Daneben gelte es, neue Angebote für Einzelreisende zu erschliessen. Allerdings brauche es viel Zeit, bis sich daraus eine verlässliche Umsatzquelle entwickle. Dafür sei jetzt eine Marketingoffensive gefragt, «aber die finanziellen Mittel sind bescheiden oder inexistent», bedauert der Geschäftsführer von TBS.
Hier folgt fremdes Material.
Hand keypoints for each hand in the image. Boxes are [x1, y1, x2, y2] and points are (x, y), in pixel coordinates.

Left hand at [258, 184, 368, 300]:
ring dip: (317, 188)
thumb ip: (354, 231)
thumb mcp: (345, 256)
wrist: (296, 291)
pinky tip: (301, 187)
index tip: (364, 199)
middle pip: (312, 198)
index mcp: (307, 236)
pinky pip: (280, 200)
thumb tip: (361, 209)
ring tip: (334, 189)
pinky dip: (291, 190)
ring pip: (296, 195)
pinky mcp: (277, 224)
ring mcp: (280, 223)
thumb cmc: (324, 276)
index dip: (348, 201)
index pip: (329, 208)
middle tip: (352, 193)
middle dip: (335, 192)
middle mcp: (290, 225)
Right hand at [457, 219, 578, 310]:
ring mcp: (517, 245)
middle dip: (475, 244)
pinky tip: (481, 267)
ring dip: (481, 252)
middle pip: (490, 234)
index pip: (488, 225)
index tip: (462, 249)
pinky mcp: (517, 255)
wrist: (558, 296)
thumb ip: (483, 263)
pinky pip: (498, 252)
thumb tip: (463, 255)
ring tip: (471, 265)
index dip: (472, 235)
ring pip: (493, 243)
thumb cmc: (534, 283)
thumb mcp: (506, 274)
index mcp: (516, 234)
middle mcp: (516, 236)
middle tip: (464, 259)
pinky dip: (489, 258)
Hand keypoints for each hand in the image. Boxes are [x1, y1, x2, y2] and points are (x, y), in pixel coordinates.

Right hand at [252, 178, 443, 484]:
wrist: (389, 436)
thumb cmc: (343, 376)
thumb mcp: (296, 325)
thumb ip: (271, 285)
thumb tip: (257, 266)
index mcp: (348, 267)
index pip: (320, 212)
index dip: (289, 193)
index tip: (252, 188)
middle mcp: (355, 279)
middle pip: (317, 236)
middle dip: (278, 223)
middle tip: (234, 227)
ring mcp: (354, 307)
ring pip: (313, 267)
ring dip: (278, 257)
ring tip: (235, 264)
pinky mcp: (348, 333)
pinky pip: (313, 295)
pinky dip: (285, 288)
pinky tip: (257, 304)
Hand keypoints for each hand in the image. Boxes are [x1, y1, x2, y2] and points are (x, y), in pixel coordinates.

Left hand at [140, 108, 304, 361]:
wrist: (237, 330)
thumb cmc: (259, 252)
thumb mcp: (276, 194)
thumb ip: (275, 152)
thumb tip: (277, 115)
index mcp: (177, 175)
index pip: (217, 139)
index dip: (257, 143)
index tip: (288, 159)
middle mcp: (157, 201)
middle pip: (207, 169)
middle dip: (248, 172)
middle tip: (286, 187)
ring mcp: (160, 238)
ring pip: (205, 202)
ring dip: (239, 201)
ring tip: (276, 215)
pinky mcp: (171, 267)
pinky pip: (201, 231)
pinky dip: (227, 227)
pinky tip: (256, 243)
Lucie Kunz erkennt Potenzial vor allem im nationalen Tourismus: «Wir wünschen uns, dass möglichst viele Landsleute ihr Umfeld aufmuntern, im Seeland Ferien zu machen. In Zürich und Winterthur ist unsere Region noch viel zu wenig bekannt.»

 

Staatlich gestützter Arbeitsmarkt

Pandemiebedingt mussten Gastgewerbe und Hotellerie im Jahr 2020 rund 35 000 Stellen abbauen, meldet Hotelleriesuisse. Die Arbeitslosenquote im Gastgewerbe stieg von 4,8 auf 7,9 Prozent. In der Beherbergung erreichte die Quote sogar 9,2 Prozent. Im Kanton Bern stellte das Gastgewerbe letzten Monat mit einem Anteil von 14,6 Prozent die grösste Gruppe an Arbeitslosen.

Auf den ersten Blick passen diese Prozentzahlen nicht zu den Totalausfällen in weiten Teilen der Gastronomiebranche. Hier wird die finanzielle Unterstützung des Bundes sichtbar, die unzählige Arbeitsverhältnisse durch Kurzarbeitsentschädigung für die Zukunft sichert.

 

Wiedereröffnung benötigt viel Personal

Olivier von Allmen gibt sich im Hinblick auf den absehbaren Neustart zuversichtlich: «Die Wiedereröffnung der Betriebe wird mit einem hohen Personalbedarf einhergehen. Deshalb rechnen wir mit vielen Anstellungen.»

Die grossen Bieler Hotels haben sich auf Anfrage dieser Zeitung nicht zu ihrer wirtschaftlichen Lage geäussert.